Le contrat néerlandais de référence à échéance rapprochée a baissé de 1,7 % à 72,23 € par mégawattheure (MWh), s’éloignant du plus haut de plusieurs années de 74,32 € atteint plus tôt dans la semaine.
Au Royaume-Uni, le contrat de gros NBP équivalent a reculé de 2,7 % à 178,08 pence par therm. Lors de la séance précédente, le contrat avait dépassé 183 pence, atteignant son niveau le plus élevé depuis fin 2023.
Les opérateurs ont attribué le recul de jeudi à des prises de bénéfices après la récente hausse des prix.
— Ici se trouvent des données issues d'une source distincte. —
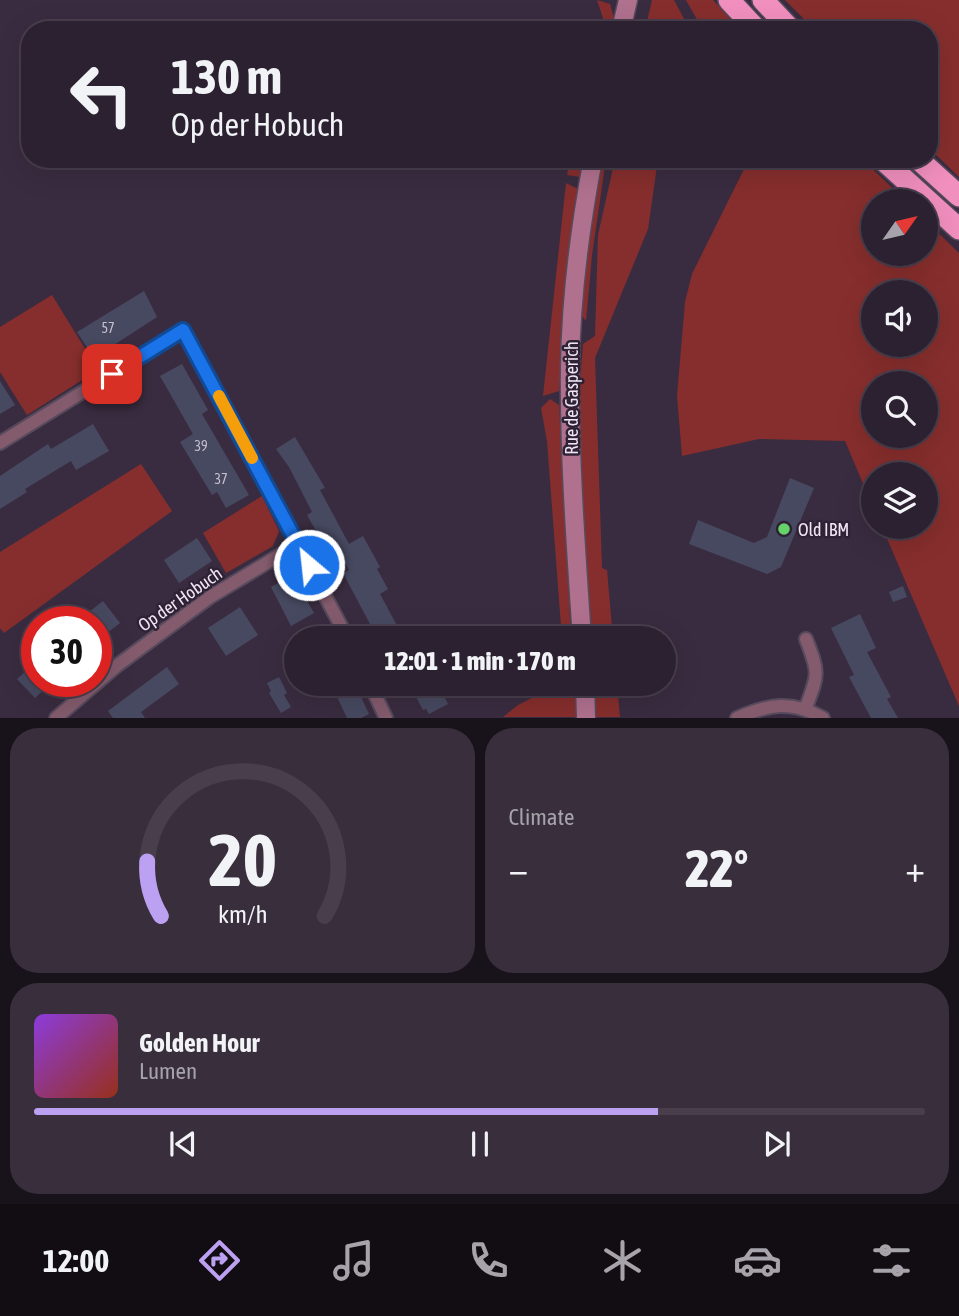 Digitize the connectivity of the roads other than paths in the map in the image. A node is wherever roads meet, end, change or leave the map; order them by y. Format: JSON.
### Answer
{"nodes":[{"id":1,"x":628,"y":0,"type":"edge"},
{"id":2,"x":729,"y":0,"type":"edge"},
{"id":3,"x":763,"y":0,"type":"edge"},
{"id":4,"x":623,"y":21,"type":"edge"},
{"id":5,"x":749,"y":21,"type":"edge"},
{"id":6,"x":783,"y":21,"type":"edge"},
{"id":7,"x":592,"y":168,"type":"edge"},
{"id":8,"x":892,"y":168,"type":"edge"},
{"id":9,"x":928,"y":168,"type":"edge"},
{"id":10,"x":959,"y":196,"type":"edge"},
{"id":11,"x":959,"y":229,"type":"edge"},
{"id":12,"x":0,"y":443,"type":"edge"},
{"id":13,"x":298,"y":544,"type":"junction"},
{"id":14,"x":341,"y":626,"type":"edge"},
{"id":15,"x":581,"y":626,"type":"edge"},
{"id":16,"x":806,"y":639,"type":"dead end"},
{"id":17,"x":376,"y":696,"type":"edge"},
{"id":18,"x":585,"y":696,"type":"edge"},
{"id":19,"x":806,"y":708,"type":"junction"},
{"id":20,"x":56,"y":718,"type":"edge"},
{"id":21,"x":386,"y":718,"type":"edge"},
{"id":22,"x":586,"y":718,"type":"edge"},
{"id":23,"x":737,"y":718,"type":"edge"},
{"id":24,"x":823,"y":718,"type":"edge"}],
"edges":[{"from":1,"to":4,"type":"main road"},
{"from":2,"to":5,"type":"highway"},
{"from":3,"to":6,"type":"highway"},
{"from":7,"to":15,"type":"main road","name":"Rue de Gasperich"},
{"from":8,"to":11,"type":"highway"},
{"from":9,"to":10,"type":"highway"},
{"from":12,"to":13,"type":"street"},
{"from":13,"to":14,"type":"street"},
{"from":13,"to":20,"type":"street","name":"Op der Hobuch"},
{"from":16,"to":19,"type":"street"},
{"from":17,"to":21,"type":"street"},
{"from":18,"to":22,"type":"main road"},
{"from":19,"to":23,"type":"street"},
{"from":19,"to":24,"type":"street"}]}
Les perturbations dans le détroit d’Ormuz restent un facteur pour l’approvisionnement
Les développements géopolitiques ont continué d’affecter le marché européen du gaz naturel, alors que les affrontements militaires entre les forces américaines et l’Iran ont perturbé la navigation commerciale dans le détroit d’Ormuz.
Une deuxième série de frappes aériennes américaines a visé des sites militaires iraniens dans le golfe Persique, tandis que l’Iran a mené des frappes de missiles en représailles contre des installations américaines en Jordanie. Le trafic commercial de navires-citernes dans le détroit d’Ormuz est resté à une fraction des niveaux observés avant la guerre, selon les données de suivi satellitaire des navires citées dans le document source.
Environ un cinquième des expéditions mondiales de gaz naturel liquéfié transportées par voie maritime transitent par le détroit d’Ormuz, le Qatar représentant une part importante de ces volumes.
Les perturbations sur cette route ont accru la concurrence entre les importateurs européens d’énergie et les entreprises asiatiques de services publics pour obtenir des cargaisons spot alternatives de GNL en provenance du bassin atlantique.